Orner la cité: enjeux culturels et politiques du paysage urbain dans l’Asie gréco-romaine. Scripta antiqua 24

, Orner la cité: enjeux culturels et politiques du paysage urbain dans l'Asie gréco-romaine. Scripta antiqua 24. Pessac: Ausonius, 2010. 727. ISBN 9782356130235. €25.00 (pb).

Publication de sa thèse de doctorat, le livre d’Anne-Valérie Pont offre une somme remarquable sur la politique urbaine des cités d’Asie mineure occidentale sous l’Empire romain, plus particulièrement pour la période du Ier au IIIe siècles. Cette étude du paysage urbain des cités grecques est menée à travers l’exploration du concept antique de kosmos, l’ornement conféré par les monuments publics à une cité, concept que l’on rencontre dans les éloges des cités composés par les sophistes contemporains. Cette approche résolument “grecque”, qui passe par un dépouillement complet des sources épigraphiques et littéraires de la période, entend apporter un angle de vue différent de celui adopté par les études purement architecturales, lesquelles insistent généralement sur la romanisation des cités grecques. La prise en compte des sources de financement de ces monuments permet de nuancer la thèse d’une influence dominante des autorités romaines sur la politique urbaine, puisqu’elle révèle au contraire que, dans la majorité des cas, la construction et son financement relèvent de l’initiative des citoyens. Cette étude s’inscrit également dans les recherches menées sur l’évergétisme civique et conduit là aussi à réviser les jugements trop tranchés sur ce phénomène, qui exagèrent le poids des individus alors que le processus de décision demeure aux mains des institutions civiques.

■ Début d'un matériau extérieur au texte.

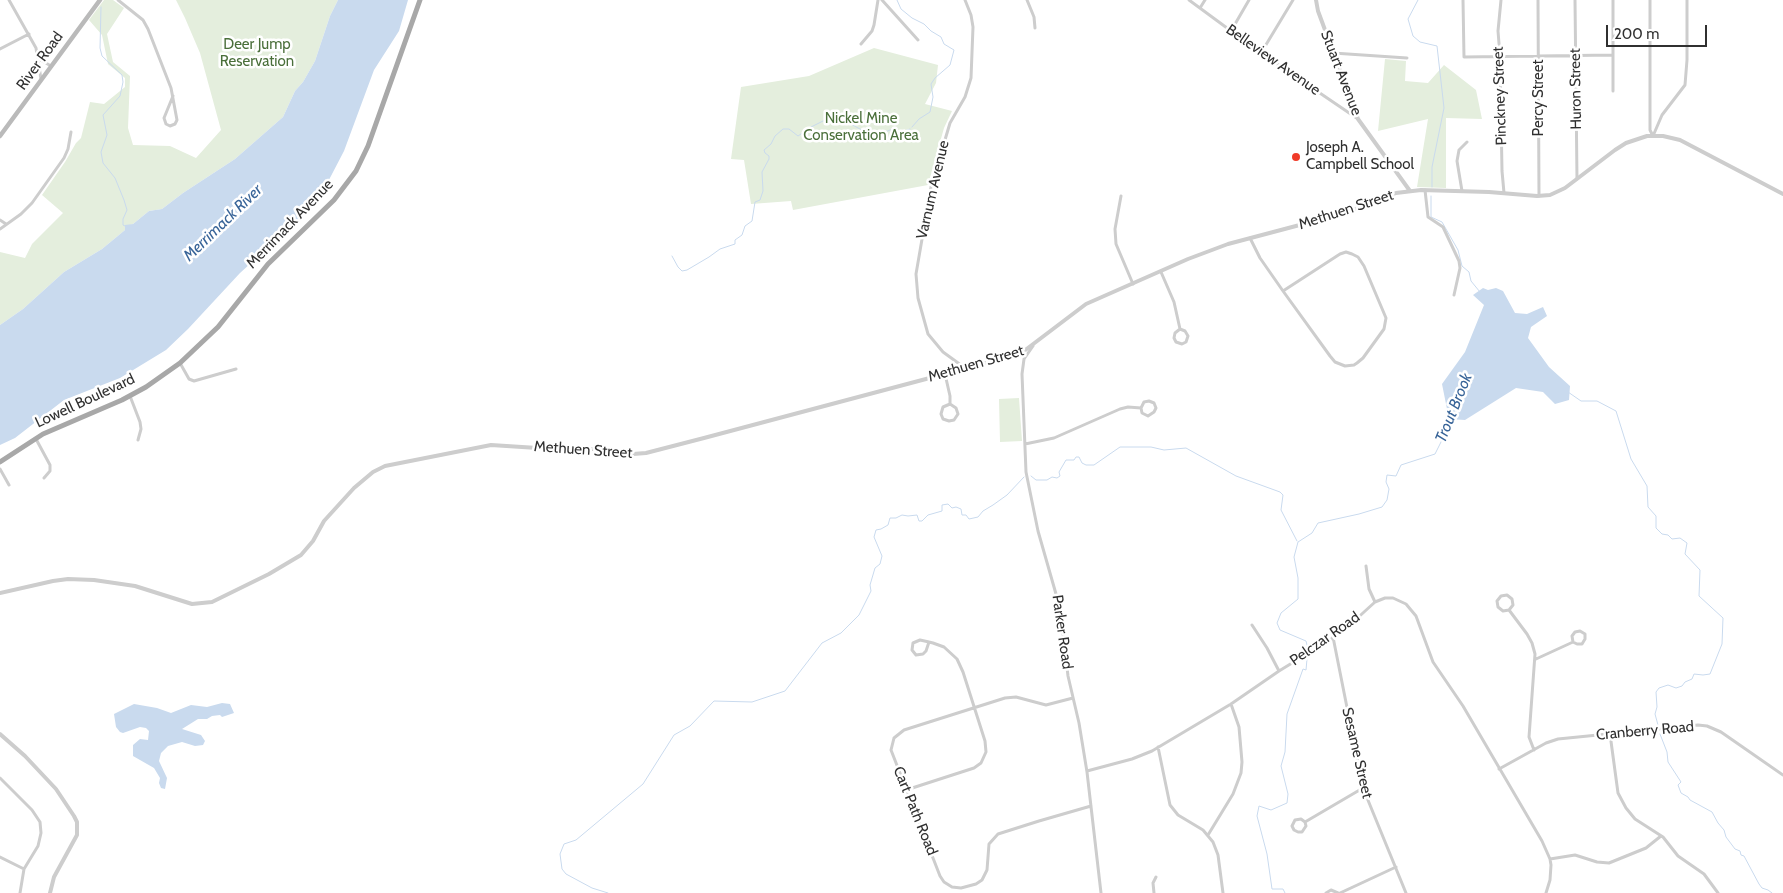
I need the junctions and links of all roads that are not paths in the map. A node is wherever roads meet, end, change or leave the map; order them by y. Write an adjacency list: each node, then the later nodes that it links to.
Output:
1 (9, 0): 24 (street)
2 (100, 0): 36 (main road, River Road)
3 (118, 0): 39 (street)
4 (420, 0): 63 (main road, Merrimack Avenue)
5 (878, 0): 26 (street)
6 (882, 0): 25 (street)
7 (964, 0): 64 (street, Varnum Avenue)
8 (1026, 0): 22 (street)
9 (1189, 0): 21 (street, Belleview Avenue)
10 (1205, 0): 21 (street)
11 (1249, 0): 23 (street)
12 (1293, 0): 28 (street)
13 (1316, 0): 29 (street, Stuart Avenue)
14 (1463, 0): 32 (street)
15 (1501, 0): 32 (street, Pinckney Street)
16 (1538, 0): 33 (street, Percy Street)
17 (1575, 0): 30 (street, Huron Street)
18 (1613, 0): 31 (street)
19 (1650, 0): 43 (street)
20 (1686, 0): 43 (street)
21 (1200, 8): 23 (street, Belleview Avenue)
22 (1035, 28)
23 (1231, 31): 28 (street, Belleview Avenue)
24 (29, 34): 27 (street); 35 (street)
25 (918, 40)
26 (861, 44)
27 (0, 49)
28 (1261, 53): 40 (street, Belleview Avenue)
29 (1333, 53): 34 (street); 40 (street, Stuart Avenue)
30 (1576, 55): 31 (street); 33 (street); 45 (street, Huron Street)
31 (1613, 55): 38 (street)
32 (1500, 56): 33 (street); 49 (street, Pinckney Street)
33 (1538, 56): 52 (street, Percy Street)
34 (1407, 58)
35 (39, 59): 36 (street); 37 (street)
36 (51, 66): 37 (main road, River Road)
37 (41, 80): 42 (main road, River Road)
38 (1614, 91)
39 (173, 96): 39 (street)
40 (1358, 119): 46 (street, Stuart Avenue)
41 (71, 132): 54 (street)
42 (0, 136)
43 (1653, 136): 45 (street, Methuen Street); 50 (street, Methuen Street)
44 (1467, 142): 48 (street)
45 (1577, 179): 52 (street, Methuen Street)
46 (1410, 190): 47 (street, Methuen Street); 56 (street, Methuen Street)
47 (1425, 190): 48 (street, Methuen Street); 60 (street)
48 (1462, 191): 49 (street, Methuen Street)
49 (1504, 193): 52 (street, Methuen Street)
50 (1783, 194)
51 (1121, 196): 58 (street)
52 (1540, 196)
53 (0, 220): 54 (street)
54 (6, 224): 55 (street)
55 (0, 229)
56 (1250, 238): 57 (street, Methuen Street); 59 (street)
57 (1161, 272): 58 (street, Methuen Street); 61 (street)
58 (1133, 284): 62 (street, Methuen Street)
59 (1283, 291): 59 (street)
60 (1454, 295)
61 (1180, 329): 61 (street)
62 (1033, 346): 64 (street, Methuen Street); 72 (street, Parker Road)
63 (180, 363): 65 (street); 67 (main road, Lowell Boulevard)
64 (965, 368): 66 (street, Methuen Street)
65 (236, 369)
66 (945, 374): 68 (street); 78 (street, Methuen Street)
67 (130, 396): 70 (main road, Lowell Boulevard); 71 (street)
68 (950, 404): 68 (street)
69 (1141, 408): 69 (street); 72 (street)
70 (35, 438): 73 (main road, Lowell Boulevard); 75 (street)
71 (138, 440)
72 (1025, 444): 87 (street, Parker Road)
73 (0, 462)
74 (0, 469): 76 (street)
75 (44, 478)
76 (9, 485)
77 (1366, 566): 79 (street)
78 (0, 593)
79 (1375, 602): 82 (street, Pelczar Road); 94 (street, Pelczar Road)
80 (1510, 610): 80 (street); 85 (street)
81 (1252, 625): 86 (street)
82 (1333, 637): 86 (street, Pelczar Road); 98 (street, Sesame Street)
83 (929, 642): 83 (street); 89 (street)
84 (1573, 642): 84 (street); 85 (street)
85 (1536, 659): 93 (street)
86 (1279, 671): 88 (street, Pelczar Road)
87 (1073, 698): 89 (street, Cart Path Road); 95 (street, Parker Road)
88 (1231, 704): 92 (street, Pelczar Road); 102 (street)
89 (973, 708): 99 (street); 99 (street, Cart Path Road)
90 (0, 734): 110 (street)
91 (1610, 734): 93 (street, Cranberry Road); 96 (street, Cranberry Road); 103 (street)
92 (1158, 747): 95 (street, Pelczar Road); 102 (street)
93 (1534, 750): 94 (street, Cranberry Road)
94 (1499, 769): 105 (street, Pelczar Road)
95 (1087, 771): 100 (street, Parker Road)
96 (1783, 775)
97 (0, 778): 107 (street)
98 (1363, 788): 101 (street); 106 (street, Sesame Street)
99 (906, 790): 100 (street, Cart Path Road)
100 (1091, 806): 111 (street, Parker Road)
101 (1305, 822): 101 (street)
102 (1208, 835): 113 (street)
103 (1661, 836): 105 (street); 118 (street)
104 (0, 857): 107 (street)
105 (1550, 859): 117 (street, Pelczar Road)
106 (1396, 868): 115 (street); 116 (street, Sesame Street)
107 (24, 869): 109 (street)
108 (1156, 877): 112 (street)
109 (20, 893)
110 (50, 893)
111 (1101, 893)
112 (1154, 893)
113 (1223, 893)
114 (1326, 893): 115 (street)
115 (1339, 893)
116 (1406, 893)
117 (1546, 893)
118 (1718, 893)

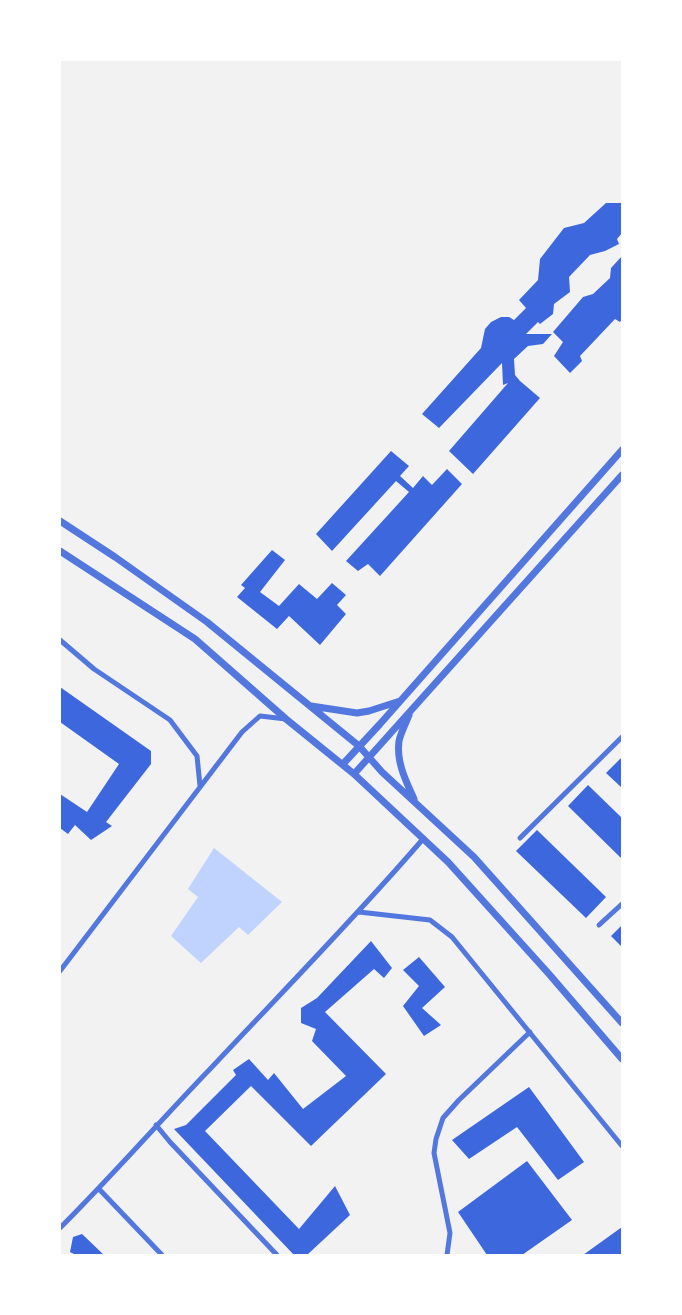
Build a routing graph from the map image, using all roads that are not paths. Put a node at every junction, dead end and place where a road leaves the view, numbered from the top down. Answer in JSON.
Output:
{"nodes":[{"id":1,"x":622,"y":450,"type":"edge"},
{"id":2,"x":622,"y":474,"type":"edge"},
{"id":3,"x":60,"y":521,"type":"edge"},
{"id":4,"x":60,"y":551,"type":"edge"},
{"id":5,"x":60,"y":640,"type":"edge"},
{"id":6,"x":401,"y":701,"type":"junction"},
{"id":7,"x":309,"y":706,"type":"junction"},
{"id":8,"x":410,"y":710,"type":"junction"},
{"id":9,"x":286,"y":719,"type":"junction"},
{"id":10,"x":622,"y":737,"type":"edge"},
{"id":11,"x":359,"y":746,"type":"junction"},
{"id":12,"x":369,"y":756,"type":"junction"},
{"id":13,"x":343,"y":764,"type":"junction"},
{"id":14,"x":354,"y":774,"type":"junction"},
{"id":15,"x":200,"y":787,"type":"junction"},
{"id":16,"x":415,"y":802,"type":"junction"},
{"id":17,"x":520,"y":838,"type":"dead end"},
{"id":18,"x":423,"y":840,"type":"junction"},
{"id":19,"x":622,"y":904,"type":"edge"},
{"id":20,"x":359,"y":912,"type":"junction"},
{"id":21,"x":600,"y":925,"type":"dead end"},
{"id":22,"x":60,"y":971,"type":"edge"},
{"id":23,"x":622,"y":1023,"type":"edge"},
{"id":24,"x":530,"y":1032,"type":"junction"},
{"id":25,"x":622,"y":1059,"type":"edge"},
{"id":26,"x":156,"y":1125,"type":"junction"},
{"id":27,"x":622,"y":1146,"type":"edge"},
{"id":28,"x":99,"y":1189,"type":"junction"},
{"id":29,"x":60,"y":1228,"type":"edge"},
{"id":30,"x":162,"y":1255,"type":"edge"},
{"id":31,"x":277,"y":1255,"type":"edge"},
{"id":32,"x":447,"y":1255,"type":"edge"}],
"edges":[{"from":1,"to":6,"type":"street"},
{"from":2,"to":8,"type":"street"},
{"from":3,"to":7,"type":"street"},
{"from":4,"to":9,"type":"street"},
{"from":5,"to":15,"type":"street"},
{"from":6,"to":7,"type":"street"},
{"from":6,"to":11,"type":"street"},
{"from":7,"to":11,"type":"street"},
{"from":8,"to":12,"type":"street"},
{"from":8,"to":16,"type":"street"},
{"from":9,"to":13,"type":"street"},
{"from":9,"to":15,"type":"street"},
{"from":10,"to":17,"type":"street"},
{"from":11,"to":12,"type":"street"},
{"from":11,"to":13,"type":"street"},
{"from":12,"to":14,"type":"street"},
{"from":12,"to":16,"type":"street"},
{"from":13,"to":14,"type":"street"},
{"from":14,"to":18,"type":"street"},
{"from":15,"to":22,"type":"street"},
{"from":16,"to":23,"type":"street"},
{"from":18,"to":20,"type":"street"},
{"from":18,"to":25,"type":"street"},
{"from":19,"to":21,"type":"street"},
{"from":20,"to":24,"type":"street"},
{"from":20,"to":26,"type":"street"},
{"from":24,"to":27,"type":"street"},
{"from":24,"to":32,"type":"street"},
{"from":26,"to":28,"type":"street"},
{"from":26,"to":31,"type":"street"},
{"from":28,"to":29,"type":"street"},
{"from":28,"to":30,"type":"street"}]}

La première partie de l’ouvrage (“Les beautés des monuments publics”, p. 21-220) offre le bilan du recensement des sources épigraphiques, et passe en revue les différents espaces du paysage urbain : temples, agora, théâtres, gymnases et édifices balnéaires, mais aussi infrastructures d’alimentation en eau, rues et portiques, portes et ports. Cet inventaire exhaustif et fort précieux est présenté de manière synthétique et claire au moyen de tableaux synoptiques qui réunissent la documentation sur un monument et une période en comparant les données par cités et en distinguant commanditaire et nature de l’intervention réalisée.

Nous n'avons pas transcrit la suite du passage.